Beds were usually nothing more than wooden frames with slats across them, or ropes to suspend the user, there weren't very many mattresses, and the ones that were out there were much thinner than we use today...

The rocks heated up throughout the day by the sun, or by cooking or working fires would release their heat most of the night, 
The insulated skirt on the sides of the bed would keep the heat released from being dissipated by drafts, and it would migrate up and help keep the user warm for several hours.
------------------------

Early homes used 'Passive Solar' by building porches in the east, south and west sides of the home.
In the summer, the sun goes much higher in the sky, so the porces shaded the front of the home, making it cooler.

However,
The porch roof length was sized to allow fall, winter and spring sun strike the front of the home, helping to warm it earlier in the morning, and later in the evening.

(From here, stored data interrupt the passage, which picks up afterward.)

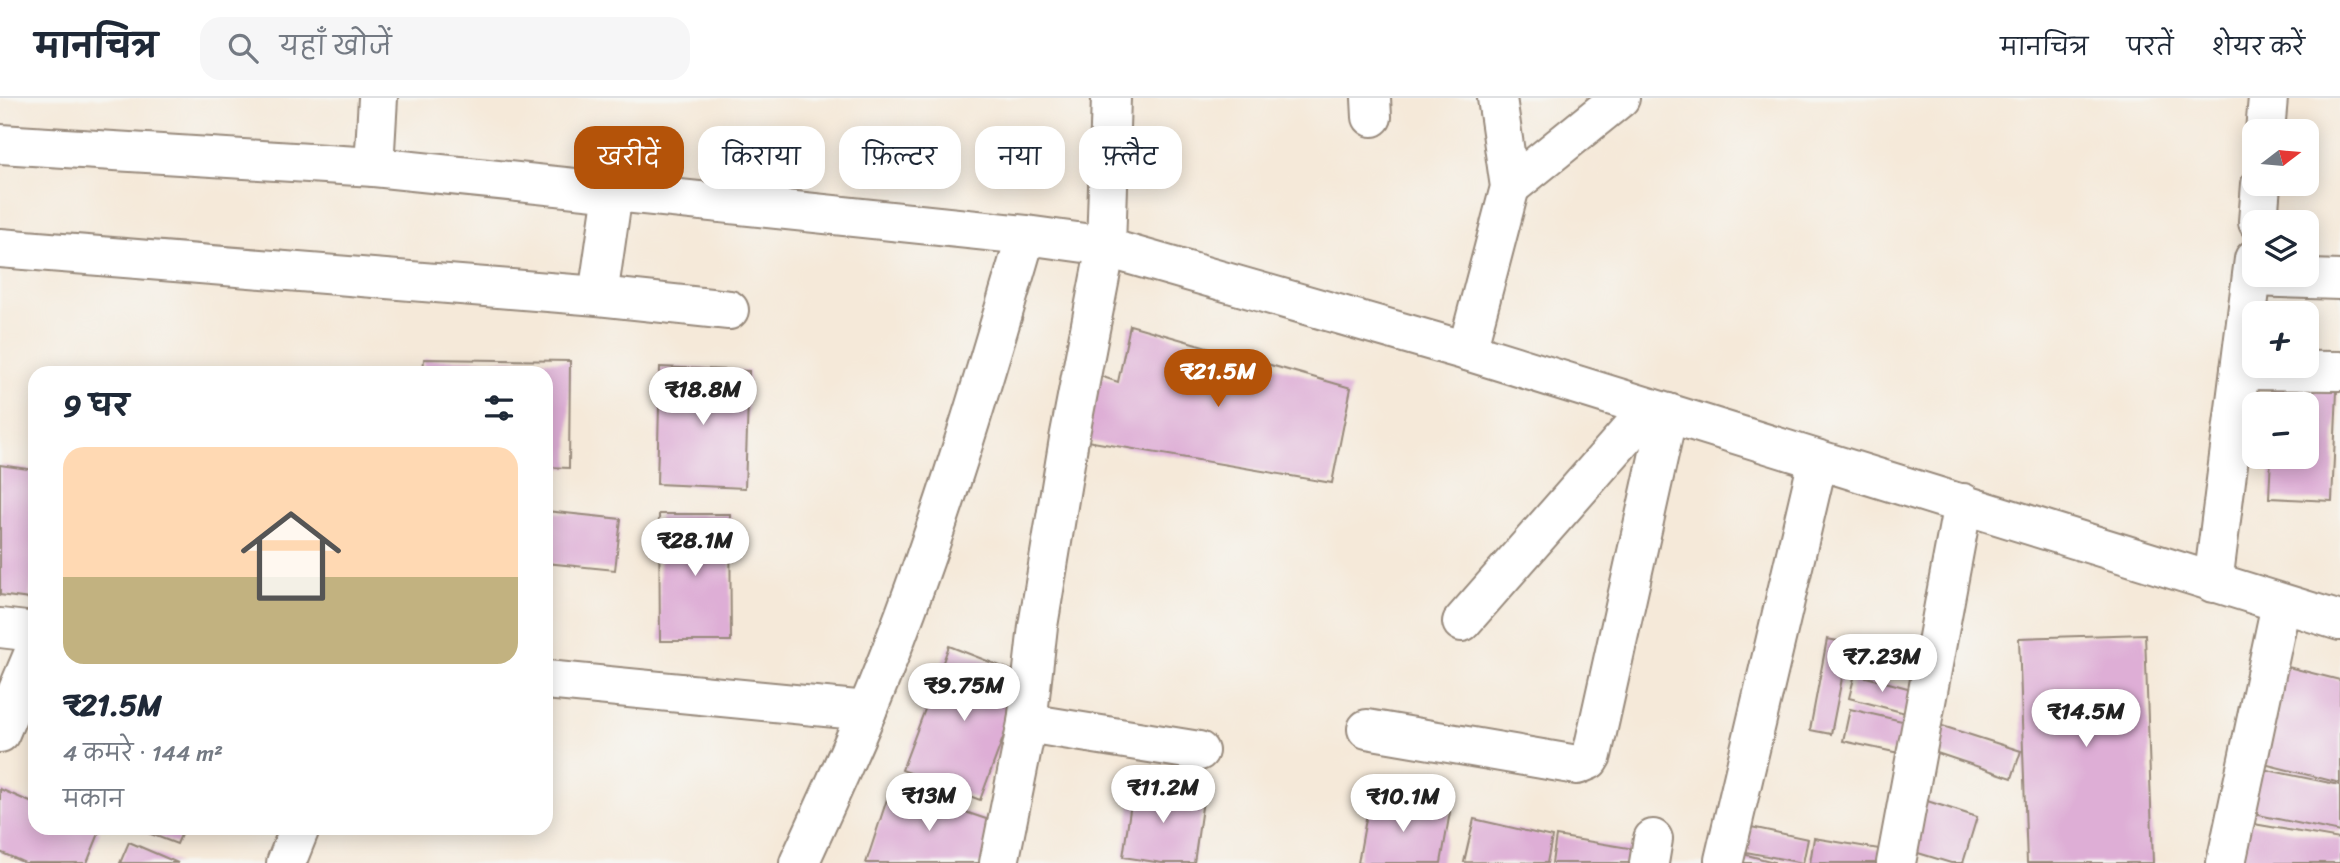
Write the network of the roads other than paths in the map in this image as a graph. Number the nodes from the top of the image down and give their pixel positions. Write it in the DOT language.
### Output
graph roads {
  1 [pos="378,98"];
  2 [pos="1111,98"];
  3 [pos="1497,98"];
  4 [pos="1620,98"];
  5 [pos="2268,98"];
  6 [pos="2266,119"];
  7 [pos="0,144"];
  8 [pos="374,167"];
  9 [pos="1510,187"];
  10 [pos="613,192"];
  11 [pos="1026,235"];
  12 [pos="1106,246"];
  13 [pos="0,248"];
  14 [pos="2319,276"];
  15 [pos="2340,279"];
  16 [pos="2251,287"];
  17 [pos="598,296"];
  18 [pos="729,310"];
  19 [pos="1466,351"];
  20 [pos="2240,370"];
  21 [pos="2340,371"];
  22 [pos="1659,410"];
  23 [pos="1818,460"];
  24 [pos="1963,503"];
  25 [pos="2213,583"];
  26 [pos="2281,604"];
  27 [pos="2340,621"];
  28 [pos="1462,622"];
  29 [pos="0,628"];
  30 [pos="28,631"];
  31 [pos="28,667"];
  32 [pos="553,681"];
  33 [pos="867,711"];
  34 [pos="1027,723"];
  35 [pos="1367,729"];
  36 [pos="0,733"];
  37 [pos="1199,751"];
  38 [pos="297,835"];
  39 [pos="1724,860"];
  40 [pos="286,863"];
  41 [pos="799,863"];
  42 [pos="999,863"];
  43 [pos="1896,863"];
  44 [pos="2226,863"];
  1 -- 8 [label="street"];
  2 -- 12 [label="street"];
  3 -- 9 [label="street"];
  4 -- 9 [label="street"];
  5 -- 6 [label="street"];
  7 -- 8 [label="street"];
  8 -- 10 [label="street"];
  9 -- 19 [label="street"];
  10 -- 11 [label="street"];
  10 -- 17 [label="street"];
  11 -- 12 [label="street"];
  11 -- 33 [label="street"];
  12 -- 19 [label="street"];
  12 -- 34 [label="street"];
  13 -- 17 [label="street"];
  14 -- 15 [label="street"];
  16 -- 20 [label="street"];
  17 -- 18 [label="street"];
  19 -- 22 [label="street"];
  20 -- 21 [label="street"];
  20 -- 25 [label="street"];
  22 -- 23 [label="street"];
  22 -- 28 [label="street"];
  22 -- 35 [label="street"];
  23 -- 24 [label="street"];
  23 -- 39 [label="street"];
  24 -- 25 [label="street"];
  24 -- 43 [label="street"];
  25 -- 26 [label="street"];
  26 -- 27 [label="street"];
  26 -- 44 [label="street"];
  29 -- 30 [label="street"];
  31 -- 36 [label="street"];
  32 -- 33 [label="street"];
  33 -- 41 [label="street"];
  34 -- 37 [label="street"];
  34 -- 42 [label="street"];
  38 -- 40 [label="street"];
}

Southern homes traditionally had long porches on the south, and often slightly shorter on the west, and shorter yet on the east side to take the chill out of the home in the morning...

Northern homes in cold weather climates had much shorter porches, to allow more sun on the home more of the year, since the climate is colder, you would want to scavenge as much solar heat as you could.

Older homes in cold climates will often have NO porch roof on the East side, and a much shorter porch roof on the south and west.

You will also find in desert areas where homes are subject to extreme heat in the daytime, and down to freezing temperatures at night, they build from Stone, brick, block, Adobe (mud brick) ect with very thick walls facing East, west, south.

The idea of the extra thick, extra dense material was to buffer the temprature swings through out the day.

Thick, dense walls were thermal mass at work.
As the sun shone on them in the day time, they felt cool inside.
As the outside temprature dropped like crazy outside at night, the warm wall gave up it's heat to the occupants all night!

You will see this to a lesser extent in cold climate homes with brick or stone on two sides, south and west... (and some times the entire house).

-----------------------------------------

'Thermal Mass' that isn't being powered in any way is called 'Passive Thermal', meaning you don't have to act on it an any way (except for maybe a coat of flat black or flat dark brown paint).

If you just allow them to heat up in the sun in the day time, and discharge that heat at night, then make your 'Thermal Mass' face the sun, and paint it flat black if you can.
(some people don't want such a dark color in their work space, so dark, flat red brick color is a viable choice too)
-----------------------------

If you intend on growing in the winter,

Consider making 'Solar Heater' collectors and piping hot water to your Thermal Mass heater to help it warm up in the day time.

Since in a green house you can't allow the daytime temprature to get too high or it will effect the plants,
You may need to vent the excess heat that builds up in the building/room that would normally help raise the temprature in the 'Thermal Mass' of your choice...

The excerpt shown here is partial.